TRY IT: Lines below that include "Owinger" are the answer; copy each one.

AVAILABLE DATA:
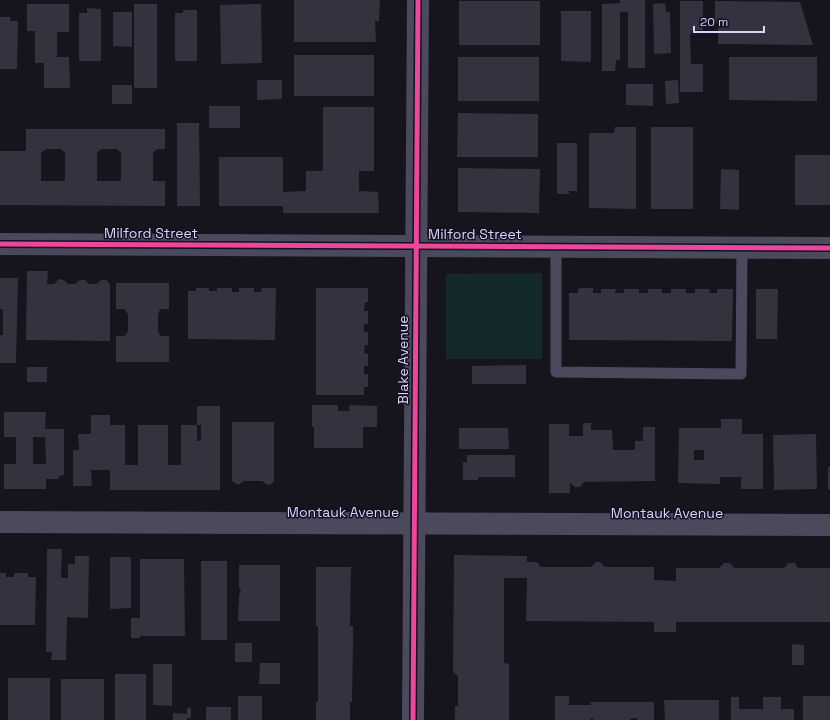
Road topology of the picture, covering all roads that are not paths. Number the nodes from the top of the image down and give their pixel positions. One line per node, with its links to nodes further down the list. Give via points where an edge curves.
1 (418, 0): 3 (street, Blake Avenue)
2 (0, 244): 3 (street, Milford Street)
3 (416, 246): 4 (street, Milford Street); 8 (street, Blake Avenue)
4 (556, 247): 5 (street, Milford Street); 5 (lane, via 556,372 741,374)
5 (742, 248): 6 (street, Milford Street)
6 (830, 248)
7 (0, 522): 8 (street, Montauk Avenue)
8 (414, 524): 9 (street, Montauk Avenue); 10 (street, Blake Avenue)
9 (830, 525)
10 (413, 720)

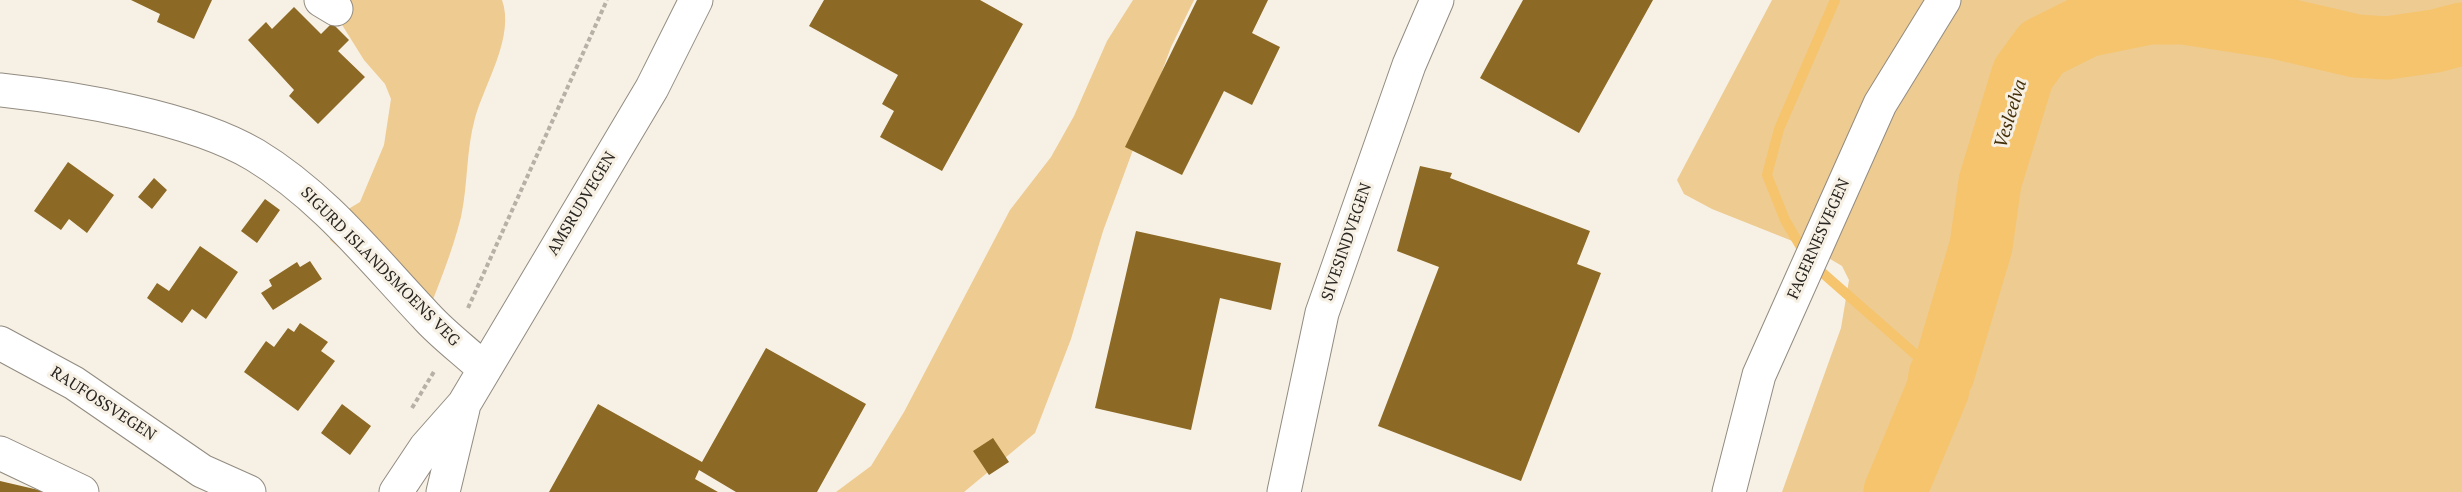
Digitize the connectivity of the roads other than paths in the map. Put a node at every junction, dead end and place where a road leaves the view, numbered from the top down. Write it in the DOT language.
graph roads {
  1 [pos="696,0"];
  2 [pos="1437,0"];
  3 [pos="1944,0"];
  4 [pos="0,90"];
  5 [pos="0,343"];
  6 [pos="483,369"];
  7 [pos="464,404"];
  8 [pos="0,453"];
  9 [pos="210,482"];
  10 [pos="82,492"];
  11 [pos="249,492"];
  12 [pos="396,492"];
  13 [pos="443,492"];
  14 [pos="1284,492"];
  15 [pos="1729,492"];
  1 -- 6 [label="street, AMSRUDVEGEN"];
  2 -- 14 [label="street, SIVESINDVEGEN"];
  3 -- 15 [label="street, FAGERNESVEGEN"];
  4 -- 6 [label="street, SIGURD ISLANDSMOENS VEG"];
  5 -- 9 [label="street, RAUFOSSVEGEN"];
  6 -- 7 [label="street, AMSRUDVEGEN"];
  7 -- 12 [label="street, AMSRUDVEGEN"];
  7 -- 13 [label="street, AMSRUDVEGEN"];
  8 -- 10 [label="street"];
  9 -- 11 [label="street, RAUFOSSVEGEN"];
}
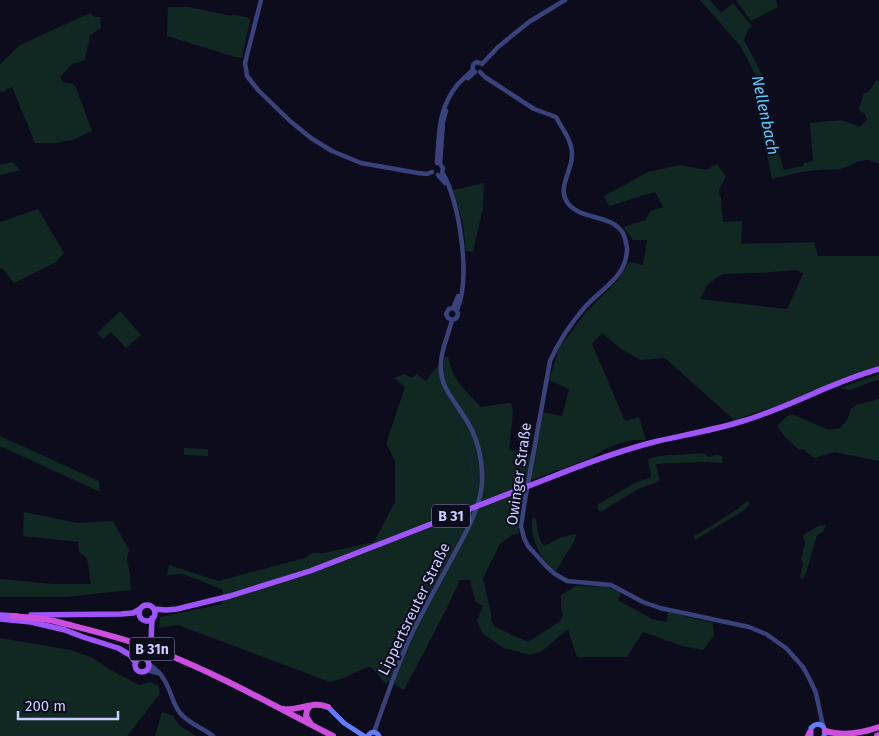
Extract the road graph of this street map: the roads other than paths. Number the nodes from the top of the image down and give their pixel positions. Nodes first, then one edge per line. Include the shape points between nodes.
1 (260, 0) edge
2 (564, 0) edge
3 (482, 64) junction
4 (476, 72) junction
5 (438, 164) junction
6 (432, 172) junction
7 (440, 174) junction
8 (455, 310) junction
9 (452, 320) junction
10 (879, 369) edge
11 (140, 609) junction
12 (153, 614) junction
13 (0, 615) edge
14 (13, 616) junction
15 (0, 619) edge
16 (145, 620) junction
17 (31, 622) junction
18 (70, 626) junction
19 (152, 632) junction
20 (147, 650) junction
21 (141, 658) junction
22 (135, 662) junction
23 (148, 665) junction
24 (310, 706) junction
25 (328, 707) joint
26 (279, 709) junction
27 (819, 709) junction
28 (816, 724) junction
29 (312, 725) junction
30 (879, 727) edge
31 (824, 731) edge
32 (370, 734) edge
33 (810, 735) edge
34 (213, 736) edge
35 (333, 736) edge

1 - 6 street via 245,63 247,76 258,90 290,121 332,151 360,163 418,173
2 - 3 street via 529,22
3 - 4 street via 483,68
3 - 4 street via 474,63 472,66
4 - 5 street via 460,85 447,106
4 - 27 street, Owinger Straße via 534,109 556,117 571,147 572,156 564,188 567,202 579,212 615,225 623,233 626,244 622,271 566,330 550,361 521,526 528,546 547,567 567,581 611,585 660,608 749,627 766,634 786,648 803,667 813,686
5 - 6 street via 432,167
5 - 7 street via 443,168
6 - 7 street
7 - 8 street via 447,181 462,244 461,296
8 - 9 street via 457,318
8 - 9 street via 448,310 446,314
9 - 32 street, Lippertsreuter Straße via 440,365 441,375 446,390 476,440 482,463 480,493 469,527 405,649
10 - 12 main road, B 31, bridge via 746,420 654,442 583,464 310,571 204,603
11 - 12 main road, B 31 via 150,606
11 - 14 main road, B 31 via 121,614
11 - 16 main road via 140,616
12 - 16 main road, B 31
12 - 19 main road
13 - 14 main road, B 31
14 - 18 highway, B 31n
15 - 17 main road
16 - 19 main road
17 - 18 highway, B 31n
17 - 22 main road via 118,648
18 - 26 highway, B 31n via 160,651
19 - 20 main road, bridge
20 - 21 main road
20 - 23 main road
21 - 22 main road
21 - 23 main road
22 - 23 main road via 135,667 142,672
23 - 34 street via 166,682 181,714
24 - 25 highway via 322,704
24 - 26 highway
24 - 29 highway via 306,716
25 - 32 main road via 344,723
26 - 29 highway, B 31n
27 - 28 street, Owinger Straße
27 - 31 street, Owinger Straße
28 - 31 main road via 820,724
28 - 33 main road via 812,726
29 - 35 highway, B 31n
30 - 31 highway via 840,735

THE ANSWER:
4 - 27 street, Owinger Straße via 534,109 556,117 571,147 572,156 564,188 567,202 579,212 615,225 623,233 626,244 622,271 566,330 550,361 521,526 528,546 547,567 567,581 611,585 660,608 749,627 766,634 786,648 803,667 813,686
27 - 28 street, Owinger Straße
27 - 31 street, Owinger Straße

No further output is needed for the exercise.